Redemanuskript von Professor Dr. med. Baptist Gallwitz, Pressesprecher der DDG und Kommissarischer Direktor, Medizinische Klinik IV, Universitätsklinikum Tübingen, im Rahmen der Online-Pressekonferenz der Deutschen Diabetes Gesellschaft (DDG) am 13. Mai 2021.

Innovative Therapiestrategien verbessern die Lebensqualität und Prognose von Menschen mit Diabetes

Professor Dr. med. Baptist Gallwitz, Pressesprecher der DDG Durch eine bessere medizinische Versorgung der Menschen mit Diabetes hat die Sterblichkeit durch Diabetes in den letzten Dekaden abgenommen. Nach wie vor haben Menschen mit Diabetes jedoch ein zwei- bis dreifach erhöhtes Risiko für einen frühzeitigeren Tod bei einer durchschnittlich vier bis sechs Jahre kürzeren Lebenserwartung im Vergleich zur gleichaltrigen, nicht an Diabetes erkrankten Bevölkerung. Bei allen Todesfällen in Deutschland sind 16 Prozent mit einem Typ-2-Diabetes-assoziiert, Folge- und Begleiterkrankungen, vor allem diabetesbedingte kardiovaskuläre Erkrankungen sind die Ursache hierfür.[1] Darüber hinaus erhöht Diabetes die Wahrscheinlichkeit für gesundheitliche Beeinträchtigungen und reduzierte Lebensqualität.

Bei Typ-2-Diabetes, der circa 90 Prozent aller Diabetesfälle ausmacht, haben erstmals im Jahr 1998 die Studienergebnisse der United Kingdom Prospective Diabetes Study (UKPDS) gezeigt, dass eine Blutzuckersenkung das Risiko für das Auftreten von mikrovaskulären Folgeerkrankungen (Gefäßschäden am Auge und/oder an der Niere) signifikant senken kann.[2] In der Zehn-Jahres-Nachbeobachtung der in diese Studie eingeschlossenen Patientinnen und Patienten zeigte sich dann auch eine signifikante Senkung der makrovaskulären Komplikationen (plötzlicher Herztod, nicht tödlicher Herzinfarkt und nicht tödlicher Schlaganfall [Abkürzung MACE-3]).

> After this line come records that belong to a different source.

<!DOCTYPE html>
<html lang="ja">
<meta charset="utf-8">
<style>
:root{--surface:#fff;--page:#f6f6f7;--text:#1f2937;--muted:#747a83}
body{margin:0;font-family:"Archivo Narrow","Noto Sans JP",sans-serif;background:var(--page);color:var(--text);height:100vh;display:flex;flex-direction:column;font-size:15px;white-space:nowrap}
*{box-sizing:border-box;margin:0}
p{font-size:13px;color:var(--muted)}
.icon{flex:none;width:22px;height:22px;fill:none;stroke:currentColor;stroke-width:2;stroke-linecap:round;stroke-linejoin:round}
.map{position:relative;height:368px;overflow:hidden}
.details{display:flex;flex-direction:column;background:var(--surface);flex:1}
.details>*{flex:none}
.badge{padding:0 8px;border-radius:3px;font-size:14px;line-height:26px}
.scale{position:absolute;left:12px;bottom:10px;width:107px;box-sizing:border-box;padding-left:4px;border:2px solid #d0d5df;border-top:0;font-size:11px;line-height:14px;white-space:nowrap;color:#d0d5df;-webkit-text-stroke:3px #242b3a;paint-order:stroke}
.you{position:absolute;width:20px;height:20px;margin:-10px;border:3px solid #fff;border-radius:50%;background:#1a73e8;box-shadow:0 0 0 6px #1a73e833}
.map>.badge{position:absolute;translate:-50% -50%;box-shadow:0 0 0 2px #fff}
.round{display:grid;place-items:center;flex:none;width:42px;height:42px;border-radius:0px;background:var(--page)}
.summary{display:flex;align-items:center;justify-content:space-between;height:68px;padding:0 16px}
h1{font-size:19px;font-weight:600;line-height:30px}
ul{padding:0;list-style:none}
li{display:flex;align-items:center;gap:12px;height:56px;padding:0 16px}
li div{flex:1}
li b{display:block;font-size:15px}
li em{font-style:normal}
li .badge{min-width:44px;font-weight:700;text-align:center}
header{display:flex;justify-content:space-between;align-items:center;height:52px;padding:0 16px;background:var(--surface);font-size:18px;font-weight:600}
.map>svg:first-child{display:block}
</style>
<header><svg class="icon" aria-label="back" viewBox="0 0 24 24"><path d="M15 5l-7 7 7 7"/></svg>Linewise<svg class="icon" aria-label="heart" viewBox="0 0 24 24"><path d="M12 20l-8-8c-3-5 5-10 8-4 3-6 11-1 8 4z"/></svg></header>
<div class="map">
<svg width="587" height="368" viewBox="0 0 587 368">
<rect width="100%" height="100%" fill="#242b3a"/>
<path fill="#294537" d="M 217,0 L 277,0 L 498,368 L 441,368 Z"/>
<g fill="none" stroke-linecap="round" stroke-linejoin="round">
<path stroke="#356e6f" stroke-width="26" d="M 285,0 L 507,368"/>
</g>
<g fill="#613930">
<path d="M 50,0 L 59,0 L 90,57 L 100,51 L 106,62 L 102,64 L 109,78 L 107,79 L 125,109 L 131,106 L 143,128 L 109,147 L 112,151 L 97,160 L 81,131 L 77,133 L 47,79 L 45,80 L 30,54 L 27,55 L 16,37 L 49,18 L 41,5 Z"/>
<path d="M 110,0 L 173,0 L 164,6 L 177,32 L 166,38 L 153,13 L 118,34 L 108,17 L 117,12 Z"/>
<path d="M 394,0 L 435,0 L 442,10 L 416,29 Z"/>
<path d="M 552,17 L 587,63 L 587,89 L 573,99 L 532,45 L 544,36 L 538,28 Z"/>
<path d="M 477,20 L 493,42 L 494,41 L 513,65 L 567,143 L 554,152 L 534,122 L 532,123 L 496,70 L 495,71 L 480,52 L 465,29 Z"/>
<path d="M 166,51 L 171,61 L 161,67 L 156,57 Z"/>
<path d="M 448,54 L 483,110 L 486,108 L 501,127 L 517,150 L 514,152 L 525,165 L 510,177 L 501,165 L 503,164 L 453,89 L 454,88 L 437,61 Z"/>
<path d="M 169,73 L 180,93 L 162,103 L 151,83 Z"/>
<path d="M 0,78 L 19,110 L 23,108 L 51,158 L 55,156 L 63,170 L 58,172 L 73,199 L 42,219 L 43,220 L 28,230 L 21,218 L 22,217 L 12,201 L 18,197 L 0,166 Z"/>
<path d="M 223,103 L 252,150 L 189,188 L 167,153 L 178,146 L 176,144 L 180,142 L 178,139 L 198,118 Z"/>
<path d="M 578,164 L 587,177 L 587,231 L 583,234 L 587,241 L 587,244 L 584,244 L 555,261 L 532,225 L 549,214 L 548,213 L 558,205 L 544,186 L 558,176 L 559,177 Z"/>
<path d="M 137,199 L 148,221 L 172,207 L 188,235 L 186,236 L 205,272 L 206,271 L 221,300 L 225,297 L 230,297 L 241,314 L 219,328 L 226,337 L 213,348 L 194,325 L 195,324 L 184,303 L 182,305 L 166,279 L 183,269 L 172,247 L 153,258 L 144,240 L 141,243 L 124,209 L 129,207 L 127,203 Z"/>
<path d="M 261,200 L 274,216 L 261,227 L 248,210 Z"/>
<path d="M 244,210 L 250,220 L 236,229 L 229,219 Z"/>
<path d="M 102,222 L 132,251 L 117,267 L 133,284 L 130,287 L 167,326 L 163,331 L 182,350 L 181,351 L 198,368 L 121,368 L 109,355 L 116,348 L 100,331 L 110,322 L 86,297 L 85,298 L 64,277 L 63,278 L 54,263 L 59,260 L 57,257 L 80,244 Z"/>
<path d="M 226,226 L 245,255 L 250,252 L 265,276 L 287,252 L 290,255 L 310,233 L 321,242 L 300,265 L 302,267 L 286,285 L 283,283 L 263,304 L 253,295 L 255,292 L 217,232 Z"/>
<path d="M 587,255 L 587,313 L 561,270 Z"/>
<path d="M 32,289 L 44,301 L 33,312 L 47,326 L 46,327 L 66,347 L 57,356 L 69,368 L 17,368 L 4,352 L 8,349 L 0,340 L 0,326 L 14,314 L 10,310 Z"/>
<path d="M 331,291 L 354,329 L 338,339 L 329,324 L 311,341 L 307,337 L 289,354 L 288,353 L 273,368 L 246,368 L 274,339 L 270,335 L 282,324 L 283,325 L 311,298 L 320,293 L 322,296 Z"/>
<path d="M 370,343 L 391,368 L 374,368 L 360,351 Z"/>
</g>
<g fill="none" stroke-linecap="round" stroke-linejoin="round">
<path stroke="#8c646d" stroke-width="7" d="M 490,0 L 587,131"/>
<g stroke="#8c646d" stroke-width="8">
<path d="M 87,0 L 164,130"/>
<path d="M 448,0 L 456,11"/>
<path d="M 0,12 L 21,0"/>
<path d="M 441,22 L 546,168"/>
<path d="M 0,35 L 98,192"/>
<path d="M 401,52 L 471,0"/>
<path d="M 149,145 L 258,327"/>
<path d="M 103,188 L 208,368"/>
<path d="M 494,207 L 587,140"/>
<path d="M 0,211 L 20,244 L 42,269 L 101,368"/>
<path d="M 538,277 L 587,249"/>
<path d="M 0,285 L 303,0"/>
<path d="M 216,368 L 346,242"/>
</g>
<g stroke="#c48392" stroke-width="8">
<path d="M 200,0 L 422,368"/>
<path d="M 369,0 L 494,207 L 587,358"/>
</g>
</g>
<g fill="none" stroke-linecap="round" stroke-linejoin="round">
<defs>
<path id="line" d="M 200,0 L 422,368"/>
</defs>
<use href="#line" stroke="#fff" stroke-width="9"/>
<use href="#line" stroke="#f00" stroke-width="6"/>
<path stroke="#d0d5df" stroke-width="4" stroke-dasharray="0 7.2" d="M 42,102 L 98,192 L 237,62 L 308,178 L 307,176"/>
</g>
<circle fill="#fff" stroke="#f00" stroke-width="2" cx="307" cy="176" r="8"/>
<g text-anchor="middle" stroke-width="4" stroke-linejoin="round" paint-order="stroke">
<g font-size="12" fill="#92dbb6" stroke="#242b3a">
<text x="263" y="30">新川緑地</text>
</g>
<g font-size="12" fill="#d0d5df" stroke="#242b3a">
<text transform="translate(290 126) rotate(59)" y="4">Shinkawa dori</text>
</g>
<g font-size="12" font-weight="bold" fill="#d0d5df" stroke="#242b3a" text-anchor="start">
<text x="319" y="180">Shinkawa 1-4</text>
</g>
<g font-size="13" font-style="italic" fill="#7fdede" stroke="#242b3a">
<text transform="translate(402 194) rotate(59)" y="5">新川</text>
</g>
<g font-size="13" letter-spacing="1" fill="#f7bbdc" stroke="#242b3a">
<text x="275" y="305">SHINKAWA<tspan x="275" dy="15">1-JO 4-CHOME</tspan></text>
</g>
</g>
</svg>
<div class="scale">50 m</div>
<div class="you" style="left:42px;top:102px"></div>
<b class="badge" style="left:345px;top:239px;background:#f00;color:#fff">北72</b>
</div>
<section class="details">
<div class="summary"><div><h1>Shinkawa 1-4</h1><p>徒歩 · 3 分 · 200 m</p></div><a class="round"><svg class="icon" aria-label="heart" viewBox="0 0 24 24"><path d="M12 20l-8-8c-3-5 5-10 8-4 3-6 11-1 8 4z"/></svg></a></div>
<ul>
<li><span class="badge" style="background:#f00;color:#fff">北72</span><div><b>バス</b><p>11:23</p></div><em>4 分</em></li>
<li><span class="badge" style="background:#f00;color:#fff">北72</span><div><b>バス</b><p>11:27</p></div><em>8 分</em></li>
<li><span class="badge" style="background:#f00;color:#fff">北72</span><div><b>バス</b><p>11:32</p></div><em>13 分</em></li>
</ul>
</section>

Seit 2008 müssen für neue Diabetesmedikamente im Rahmen der Zulassung Daten zur kardiovaskulären Sicherheit vorgelegt werden. Zu zwei neuen Substanzklassen zur Behandlung des Typ-2-Diabetes sind nun seit 2015 sukzessive Studiendaten publiziert, die klare Vorteile für die Risikoreduktion für kardiovaskuläre Endpunkte und für den MACE-3 gezeigt haben. Zum einen sind dies die "Glucagon-like peptide-1"-Rezeptor-Agonisten (Abkürzung GLP-1-RA), zum anderen die "Sodium glucose transporter-2"-Inhibitoren (Natrium-Glukose-Transporter-2-Inhibitoren, Abkürzung SGLT2i).

GLP-1-RA sind Medikamente, die derzeit entweder zur täglichen oder zur einmal wöchentlichen Injektion zur Verfügung stehen. Sie stimulieren nur bei erhöhten Blutzuckerwerten die Insulinsekretion und hemmen die Glukagonsekretion, daher haben sie kein eigenes Hypoglykämierisiko. An Wirkungen außerhalb der Bauchspeicheldrüse sind die Stimulation des Sättigungsgefühls mit Körpergewichtsabnahme, die Verlangsamung der Magenentleerung und die Blutdrucksenkung besonders wichtig.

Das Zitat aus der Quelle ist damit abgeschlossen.